Transient HIF2A inhibition promotes satellite cell proliferation and muscle regeneration

Abstract

The remarkable regeneration capability of skeletal muscle depends on the coordinated proliferation and differentiation of satellite cells (SCs). The self-renewal of SCs is critical for long-term maintenance of muscle regeneration potential. Hypoxia profoundly affects the proliferation, differentiation, and self-renewal of cultured myoblasts. However, the physiological relevance of hypoxia and hypoxia signaling in SCs in vivo remains largely unknown. Here, we demonstrate that SCs are in an intrinsic hypoxic state in vivo and express hypoxia-inducible factor 2A (HIF2A). HIF2A promotes the stemness and long-term homeostatic maintenance of SCs by maintaining their quiescence, increasing their self-renewal, and blocking their myogenic differentiation. HIF2A stabilization in SCs cultured under normoxia augments their engraftment potential in regenerative muscle. Conversely, HIF2A ablation leads to the depletion of SCs and their consequent regenerative failure in the long-term. In contrast, transient pharmacological inhibition of HIF2A accelerates muscle regeneration by increasing SC proliferation and differentiation. Mechanistically, HIF2A induces the quiescence and self-renewal of SCs by binding the promoter of the Spry1 gene and activating Spry1 expression. These findings suggest that HIF2A is a pivotal mediator of hypoxia signaling in SCs and may be therapeutically targeted to improve muscle regeneration.
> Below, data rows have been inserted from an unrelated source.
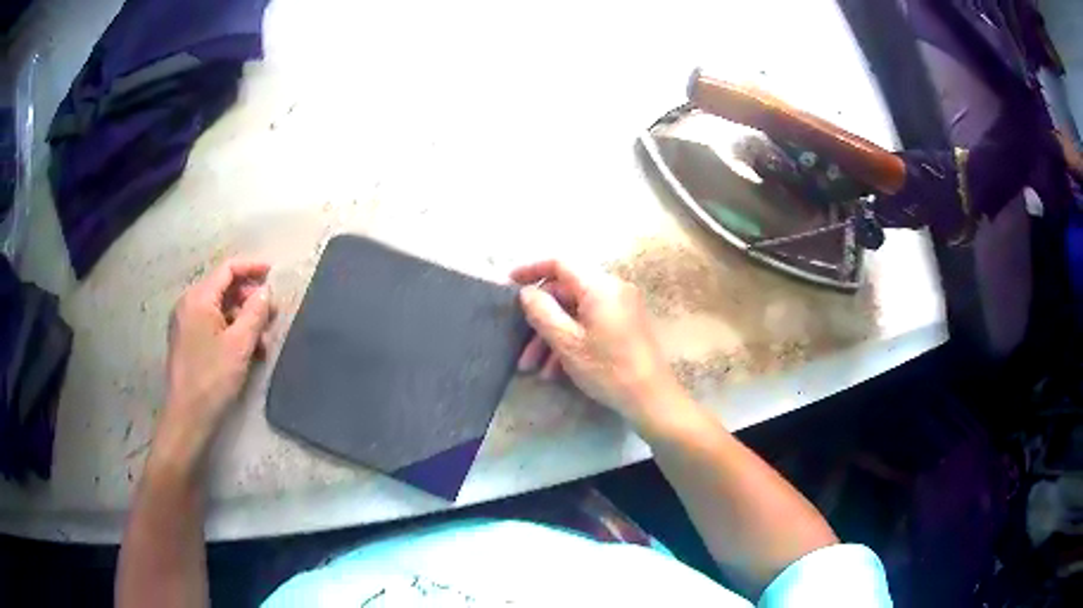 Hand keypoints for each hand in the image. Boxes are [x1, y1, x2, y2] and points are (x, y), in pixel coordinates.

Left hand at [158, 259, 274, 460]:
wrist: (187, 417)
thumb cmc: (212, 379)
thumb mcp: (240, 345)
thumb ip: (255, 312)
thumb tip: (265, 291)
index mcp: (198, 298)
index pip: (228, 269)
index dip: (252, 267)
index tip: (273, 273)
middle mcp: (189, 304)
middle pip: (223, 288)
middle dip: (250, 298)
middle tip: (272, 315)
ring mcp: (185, 322)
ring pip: (220, 308)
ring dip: (243, 318)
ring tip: (263, 340)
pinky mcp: (187, 340)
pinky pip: (212, 324)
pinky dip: (231, 330)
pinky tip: (247, 350)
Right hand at [512, 260, 689, 431]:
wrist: (651, 397)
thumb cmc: (607, 368)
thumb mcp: (567, 342)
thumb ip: (542, 312)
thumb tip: (527, 292)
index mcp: (599, 286)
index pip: (559, 263)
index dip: (531, 270)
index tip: (509, 283)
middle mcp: (613, 289)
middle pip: (566, 293)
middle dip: (540, 320)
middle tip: (522, 348)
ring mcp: (622, 307)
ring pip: (576, 313)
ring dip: (553, 337)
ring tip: (536, 369)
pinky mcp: (626, 325)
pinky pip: (591, 323)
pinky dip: (572, 341)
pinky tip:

Keywords: Adult stem cells; Muscle Biology; Skeletal muscle; Stem cells.

Figure 1. QSCs are hypoxic in the niche and express HIF2A, but not HIF1A.

(A) Timeline of in vivo pimonidazole labeling in SC-INTACT mice and representative confocal images of uninjured/resting EDL myofibers (n >50 myofibers from n = 3 mice) showing that nmGFP⁺ QSCs were pimonidazole⁺. Scale bars: 50 μm and 10 μm (insets). Inset images show that pimonidazole signals were relatively enriched in the cytoplasm of QSCs. Arrowheads indicate a QSC; asterisks indicate a myonucleus. (B) Percentage of pimonidazole⁺ QSCs. (C) Timeline of in vivo CCI-103F labeling in C57BL/6 mice and representative images of uninjured/resting EDL myofibers (n >50 myofibers from 3 mice) showing that nmGFP⁺ QSCs were CCI-103F⁺. Arrowheads indicate a QSC; asterisks indicate a myonucleus. Scale bar: 20 μm. (D) Percentage of CCI-103F⁺ QSCs. (E and F) Representative images of uninjured/resting EDL myofibers from C57BL/6 mice (n >50 myofibers from 6 mice/group) showing that most QSCs were HIF2A⁺, but HIF1A^–. Scale bars: 10 μm. (G) Percentage of HIF1A⁺ and HIF2A⁺ QSCs. Data represent the mean ± SEM.

Figure 2. Muscle repair following eccentric contraction–induced injury is concomitant with dynamic alterations of HIF2A and HIF1A expression in SCs.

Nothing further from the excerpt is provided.